We thank Dr Brian Eyden (Christie NHS Foundation Trust, U.K.) and Dr Iain Bruce (University of Hong Kong) for their assistance with English language editing of this paper prior to submission.
This work was supported by the National Natural Science Foundation of China [grant no. 30770989, 30971135] and the Natural Science Foundation of Zhejiang Province [D2080011 and 2007C13020].
Gene: a union of genomic sequences encoding a coherent set of potentially overlapping functional products.
Non-coding RNAs (ncRNAs): RNAs that are functional biologically, rather than simply being intermediate messengers between DNA and proteins.
DNA methylation: an epigenetic mechanism that modifies the DNA information without changing the primary nucleotide sequence and occurs on cytosine at CpG dinucleotides across the human genome.

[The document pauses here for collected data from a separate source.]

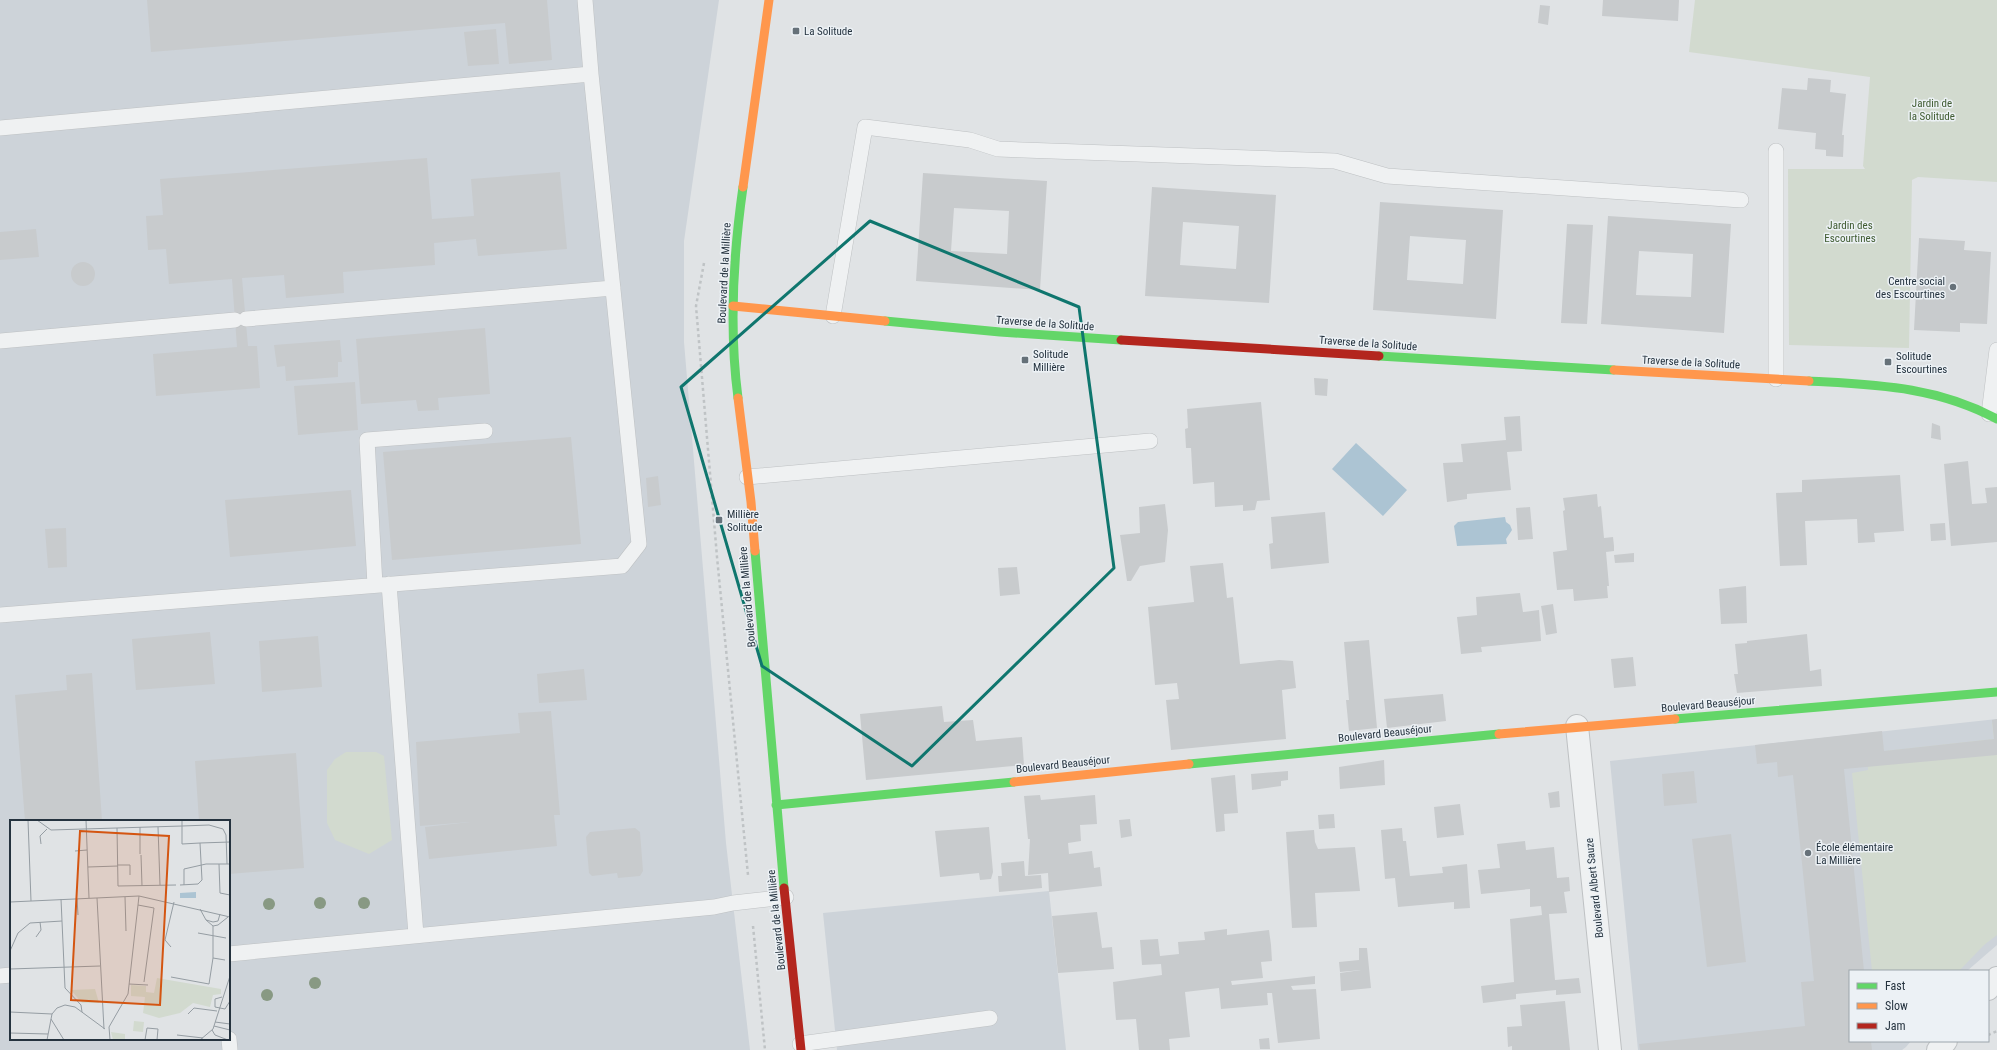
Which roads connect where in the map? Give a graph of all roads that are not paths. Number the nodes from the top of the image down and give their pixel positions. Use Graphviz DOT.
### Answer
graph roads {
  1 [pos="585,0"];
  2 [pos="769,0"];
  3 [pos="591,74"];
  4 [pos="0,128"];
  5 [pos="1776,151"];
  6 [pos="1741,200"];
  7 [pos="613,288"];
  8 [pos="733,306"];
  9 [pos="833,316"];
  10 [pos="0,341"];
  11 [pos="1996,350"];
  12 [pos="1776,379"];
  13 [pos="1993,417"];
  14 [pos="485,431"];
  15 [pos="1150,441"];
  16 [pos="748,477"];
  17 [pos="382,584"];
  18 [pos="0,615"];
  19 [pos="1997,692"];
  20 [pos="1577,726"];
  21 [pos="776,805"];
  22 [pos="786,897"];
  23 [pos="416,935"];
  24 [pos="230,954"];
  25 [pos="10,975"];
  26 [pos="0,976"];
  27 [pos="1997,978"];
  28 [pos="1989,988"];
  29 [pos="990,1018"];
  30 [pos="229,1040"];
  31 [pos="1945,1042"];
  32 [pos="801,1047"];
  33 [pos="230,1050"];
  34 [pos="1610,1050"];
  35 [pos="1938,1050"];
  1 -- 3 [label="lane"];
  2 -- 8 [label="street, Boulevard de la Millière"];
  3 -- 4 [label="lane"];
  3 -- 7 [label="lane"];
  5 -- 12 [label="lane"];
  6 -- 9 [label="lane"];
  7 -- 10 [label="lane"];
  7 -- 17 [label="lane"];
  8 -- 9 [label="street, Traverse de la Solitude"];
  8 -- 16 [label="street, Boulevard de la Millière"];
  9 -- 12 [label="street, Traverse de la Solitude"];
  11 -- 13 [label="lane"];
  12 -- 13 [label="street, Traverse de la Solitude"];
  14 -- 17 [label="lane"];
  15 -- 16 [label="lane"];
  16 -- 21 [label="street, Boulevard de la Millière"];
  17 -- 18 [label="lane"];
  17 -- 23 [label="lane"];
  19 -- 20 [label="street, Boulevard Beauséjour"];
  20 -- 21 [label="street, Boulevard Beauséjour"];
  20 -- 34 [label="street, Boulevard Albert Sauze"];
  21 -- 22 [label="street, Boulevard de la Millière"];
  22 -- 23 [label="lane"];
  22 -- 32 [label="street, Boulevard de la Millière"];
  23 -- 24 [label="lane"];
  25 -- 26 [label="lane"];
  27 -- 28 [label="street"];
  29 -- 32 [label="lane"];
  30 -- 33 [label="lane"];
  31 -- 35 [label="street"];
}
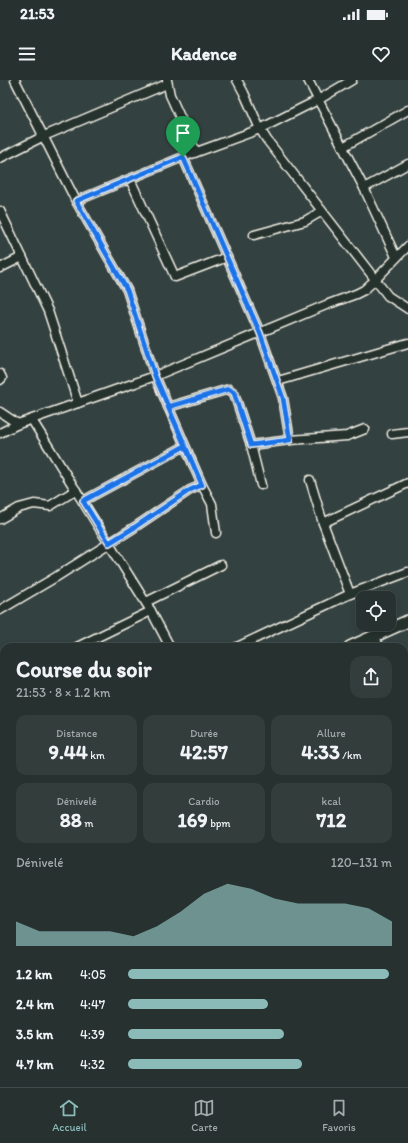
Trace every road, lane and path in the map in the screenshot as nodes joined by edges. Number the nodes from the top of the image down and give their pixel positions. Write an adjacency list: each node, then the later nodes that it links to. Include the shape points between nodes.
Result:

Chromosome modification: an epigenetic mechanism that changes the gene expression by the regulation of chromatin structure.
Paramutation: the epigenetic transfer of information from one allele of a gene to another to establish a state of gene expression that is inherited.
X-chromosome inactivation: a sex-chromosome dosage-compensation mechanism that leads to the transcriptional silencing of a large percentage of genes on one X-chromosome in XX females.
DNA imprinting: an epigenetic mechanism that leads to some gene mono-allelically expressed.